Photo: The author sporting a gruesome makeup job at the 2014 Zombie Walk courtesy of one of Dragon Con's many creative-economy talents.
Dragon Con returns to Atlanta this weekend. Also surely returning is the misreporting of Dragon Con as mostly a photo-op freak show for clickbaits and B-rolls. Fact is, Dragon Con is also one of the Southeast’s biggest celebrations of local small businesses and the creative economy.
Don’t get me wrong—Dragon Con is indeed a freak show, and thank the deity of your preferred fantasy mythos for that. In post-Freaknik ATL, Dragon Con is one of the city’s precious few expressions of authentic, original, unconstrained weirdness.
Indeed, the weirdness is so weird, the subcultures so subcultural, that the local media misreports that part, too. But I’m glad they do. AJC readers probably couldn’t cope with, say, Lucy Lawless learning what a furry party is. And it’s frankly none of anybody’s business that an impressively imperious dominatrix once asked me to secure dungeon furniture upon which to do unspeakable things to six willing victims in her Dragon Con hotel room.
Yep, I’m one of those who see the show from the freak side. I was a shambling undead in last year’s Zombie Walk, horrifying Peachtree Street passers-by with the appallingly realistic bullet hole in my forehead and my faceful of blood spatter. I grappled with a younger, better-fed version of Rick Grimes, who gamely hit me with a riot shield while protesting that a post-Romero zombie should not be alive after a headshot.
That movie-quality makeup was not my doing. It was applied by convention-hired professional artists. As one of them glued the latex bullet hole to my face, she told me how she moved to metro Atlanta from D.C. specifically to get work in our burgeoning film industry. You know, that business big enough to lure nine-digit tax breaks and give Tyler Perry a friggin’ Army fort.
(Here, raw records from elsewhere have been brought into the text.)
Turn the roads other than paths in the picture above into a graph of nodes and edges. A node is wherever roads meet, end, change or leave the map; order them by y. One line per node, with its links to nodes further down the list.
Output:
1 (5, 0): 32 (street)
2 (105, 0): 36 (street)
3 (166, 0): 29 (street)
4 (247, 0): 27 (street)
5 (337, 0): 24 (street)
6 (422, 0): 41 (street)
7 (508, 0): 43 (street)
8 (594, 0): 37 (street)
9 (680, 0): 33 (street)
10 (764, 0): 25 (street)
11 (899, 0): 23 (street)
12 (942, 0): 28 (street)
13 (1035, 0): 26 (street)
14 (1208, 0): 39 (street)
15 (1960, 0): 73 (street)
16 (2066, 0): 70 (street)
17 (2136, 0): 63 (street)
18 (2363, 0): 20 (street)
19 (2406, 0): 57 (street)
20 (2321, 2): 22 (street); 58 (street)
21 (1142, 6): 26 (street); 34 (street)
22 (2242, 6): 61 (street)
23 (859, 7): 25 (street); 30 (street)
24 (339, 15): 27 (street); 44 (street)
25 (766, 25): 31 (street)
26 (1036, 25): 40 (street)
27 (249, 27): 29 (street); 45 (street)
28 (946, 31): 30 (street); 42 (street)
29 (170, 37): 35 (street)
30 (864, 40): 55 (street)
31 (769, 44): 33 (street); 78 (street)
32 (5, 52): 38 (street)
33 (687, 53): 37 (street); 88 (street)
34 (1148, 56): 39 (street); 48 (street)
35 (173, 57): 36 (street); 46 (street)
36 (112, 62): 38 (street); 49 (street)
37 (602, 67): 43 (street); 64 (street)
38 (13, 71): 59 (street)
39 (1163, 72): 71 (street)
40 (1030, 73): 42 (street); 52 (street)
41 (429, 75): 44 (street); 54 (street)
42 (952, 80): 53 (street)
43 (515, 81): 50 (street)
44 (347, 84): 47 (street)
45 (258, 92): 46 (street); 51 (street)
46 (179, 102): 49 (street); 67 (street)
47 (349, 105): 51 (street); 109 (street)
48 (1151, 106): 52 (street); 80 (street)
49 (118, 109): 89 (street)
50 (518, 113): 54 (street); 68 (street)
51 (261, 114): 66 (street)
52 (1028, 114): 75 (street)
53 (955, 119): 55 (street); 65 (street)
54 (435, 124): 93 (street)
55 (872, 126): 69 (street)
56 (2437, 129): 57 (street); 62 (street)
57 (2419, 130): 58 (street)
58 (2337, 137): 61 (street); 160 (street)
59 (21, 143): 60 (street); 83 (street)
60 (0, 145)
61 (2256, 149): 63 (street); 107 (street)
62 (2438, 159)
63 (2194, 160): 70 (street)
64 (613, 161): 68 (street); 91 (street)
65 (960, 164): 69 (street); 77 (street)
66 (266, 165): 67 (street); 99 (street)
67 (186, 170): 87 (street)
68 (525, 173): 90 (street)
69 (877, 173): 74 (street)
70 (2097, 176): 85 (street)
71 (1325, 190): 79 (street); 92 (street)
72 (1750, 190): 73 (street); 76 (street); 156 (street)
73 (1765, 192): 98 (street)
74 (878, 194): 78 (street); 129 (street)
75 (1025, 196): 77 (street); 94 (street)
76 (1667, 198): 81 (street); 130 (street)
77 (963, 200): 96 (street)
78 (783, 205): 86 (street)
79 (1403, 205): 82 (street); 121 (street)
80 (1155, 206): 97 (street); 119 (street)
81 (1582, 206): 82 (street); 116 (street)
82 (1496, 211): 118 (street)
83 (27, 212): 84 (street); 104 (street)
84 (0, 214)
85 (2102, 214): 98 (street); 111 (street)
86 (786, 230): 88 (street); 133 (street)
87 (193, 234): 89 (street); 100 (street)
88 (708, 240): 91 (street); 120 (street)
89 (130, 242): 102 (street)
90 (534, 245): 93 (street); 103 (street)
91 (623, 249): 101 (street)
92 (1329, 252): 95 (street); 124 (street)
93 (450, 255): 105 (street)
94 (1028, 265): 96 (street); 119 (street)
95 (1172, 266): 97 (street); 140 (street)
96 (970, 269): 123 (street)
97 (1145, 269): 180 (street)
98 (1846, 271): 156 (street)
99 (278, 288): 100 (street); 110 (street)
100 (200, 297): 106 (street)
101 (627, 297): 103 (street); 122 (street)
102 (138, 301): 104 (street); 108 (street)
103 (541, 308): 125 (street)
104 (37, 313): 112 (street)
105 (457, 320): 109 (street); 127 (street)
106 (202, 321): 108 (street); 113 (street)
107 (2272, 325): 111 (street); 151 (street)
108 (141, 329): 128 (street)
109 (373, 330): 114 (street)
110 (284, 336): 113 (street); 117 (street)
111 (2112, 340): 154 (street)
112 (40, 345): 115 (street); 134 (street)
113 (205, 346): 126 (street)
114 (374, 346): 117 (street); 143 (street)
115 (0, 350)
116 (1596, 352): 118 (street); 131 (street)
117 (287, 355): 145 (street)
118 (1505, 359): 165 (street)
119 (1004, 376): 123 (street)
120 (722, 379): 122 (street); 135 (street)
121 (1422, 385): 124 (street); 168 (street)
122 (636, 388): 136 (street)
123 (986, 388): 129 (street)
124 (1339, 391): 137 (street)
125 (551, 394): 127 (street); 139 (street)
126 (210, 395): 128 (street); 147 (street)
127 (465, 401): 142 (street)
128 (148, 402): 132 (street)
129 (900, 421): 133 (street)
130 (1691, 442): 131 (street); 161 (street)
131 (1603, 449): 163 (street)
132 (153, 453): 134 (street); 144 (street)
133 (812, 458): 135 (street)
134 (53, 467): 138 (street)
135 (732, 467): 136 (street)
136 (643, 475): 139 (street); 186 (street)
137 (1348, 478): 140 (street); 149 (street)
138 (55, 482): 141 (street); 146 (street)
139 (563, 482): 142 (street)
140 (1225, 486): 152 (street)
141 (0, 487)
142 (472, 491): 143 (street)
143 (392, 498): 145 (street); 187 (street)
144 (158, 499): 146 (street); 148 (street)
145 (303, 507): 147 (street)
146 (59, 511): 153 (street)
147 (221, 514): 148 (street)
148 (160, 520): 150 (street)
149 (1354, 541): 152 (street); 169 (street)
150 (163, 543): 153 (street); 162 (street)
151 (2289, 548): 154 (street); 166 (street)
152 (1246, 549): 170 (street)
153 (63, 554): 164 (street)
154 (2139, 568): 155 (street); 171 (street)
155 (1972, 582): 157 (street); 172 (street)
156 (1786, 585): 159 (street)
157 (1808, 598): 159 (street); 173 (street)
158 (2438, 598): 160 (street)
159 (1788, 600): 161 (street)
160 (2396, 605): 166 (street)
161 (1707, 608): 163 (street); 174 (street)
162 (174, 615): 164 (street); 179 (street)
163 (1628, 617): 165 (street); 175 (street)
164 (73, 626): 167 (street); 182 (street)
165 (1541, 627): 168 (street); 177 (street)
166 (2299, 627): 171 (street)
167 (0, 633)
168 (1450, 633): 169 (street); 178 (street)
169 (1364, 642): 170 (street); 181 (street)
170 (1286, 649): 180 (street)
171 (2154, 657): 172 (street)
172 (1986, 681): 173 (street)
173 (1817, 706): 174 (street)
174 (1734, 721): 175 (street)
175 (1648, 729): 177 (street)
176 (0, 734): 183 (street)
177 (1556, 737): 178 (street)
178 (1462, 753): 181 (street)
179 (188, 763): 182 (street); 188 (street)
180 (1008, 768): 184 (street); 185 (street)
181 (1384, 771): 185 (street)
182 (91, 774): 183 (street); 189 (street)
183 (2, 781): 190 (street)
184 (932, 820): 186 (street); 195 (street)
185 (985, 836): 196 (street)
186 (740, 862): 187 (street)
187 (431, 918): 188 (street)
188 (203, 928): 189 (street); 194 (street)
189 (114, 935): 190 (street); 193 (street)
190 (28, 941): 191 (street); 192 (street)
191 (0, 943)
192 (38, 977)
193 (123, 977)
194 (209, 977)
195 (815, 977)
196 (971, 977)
Now, there is some business-oriented coverage of Dragon Con. But most stories treat it like a geeked-out insurance convention or a Star Wars-themed version of the RedState Gathering paying homage to a fictional, rather than the actual, Empire. You’ll read about total number of visitors and some suitably puffy “economic impact” figure that somebody dreams up, all wrapped in mainstream media’s odd air of dutiful awe mingled with vague condescension. You’ll hear threatening traffic reports and eventually see more parade photos than you can shake a lightsaber at.
But back inside the hotels, deep in the David Bowie-style labyrinth of over-air-conditioned corridors with beige walls and psychedelic carpet where few journalists dare to quest, the real business is being done.
At my first Dragon Con in 2013, a group of folks asked if I wanted to play a card game with them. The game was called Larceny and it was a lot of simple-but-clever fun. Its purveyors turned out to be the staff of a tiny company up in Norcross called Waning Gibbous Games. They went on to fund Larceny via Kickstarter and got it sold around the country, including on Amazon. That’s a nice little small-biz story—one of hundreds that were never told.
The convention’s many panel discussions, lectures and marketplaces aren’t just a chance to spot celebrities and gather souvenirs. They’re chances to meet and learn from successful entrepreneurs of the creative economy.
The examples are endless. At one Dragon Con, I spent a long while talking one-on-one with a top fantasy artist about the cutthroat business of painting monsters for Dungeons & Dragons. I got to hear Lord British, creator of the pioneering video game Ultima, deliver expert advice on artistic collaboration and product-marketing.
And, after a friend’s costume-ordering disaster, I learned a little something about the underworld of frauds and moneygrubbers who put the “con” in fantasy conventions like they do everyplace else.
I don’t go to Dragon Con for business, but there’s business when I go to Dragon Con—just like there’s business when you go to the BeltLine or L5P Halloween or the Atlanta Civil Rights Tour or a publicly funded stadium. It’s a convention for fans of alternative worlds, but also of the people who create those worlds; which is to say, for fans of inventors, hustlers, freelancers, alt-tycoons and unsung grunt-workers.
Reporting Dragon Con as a parade and a ticket-sales figure is akin to reporting metro Atlanta’s economy as the Coca-Cola museum and the annual flights at Hartsfield-Jackson. It’s five hotels packed with enough free creative-economy advice to fill a paper’s business section. But for most media, that truth is hidden in plain sight, because Dragon Con is all about the best kind of business—the kind that looks like fun.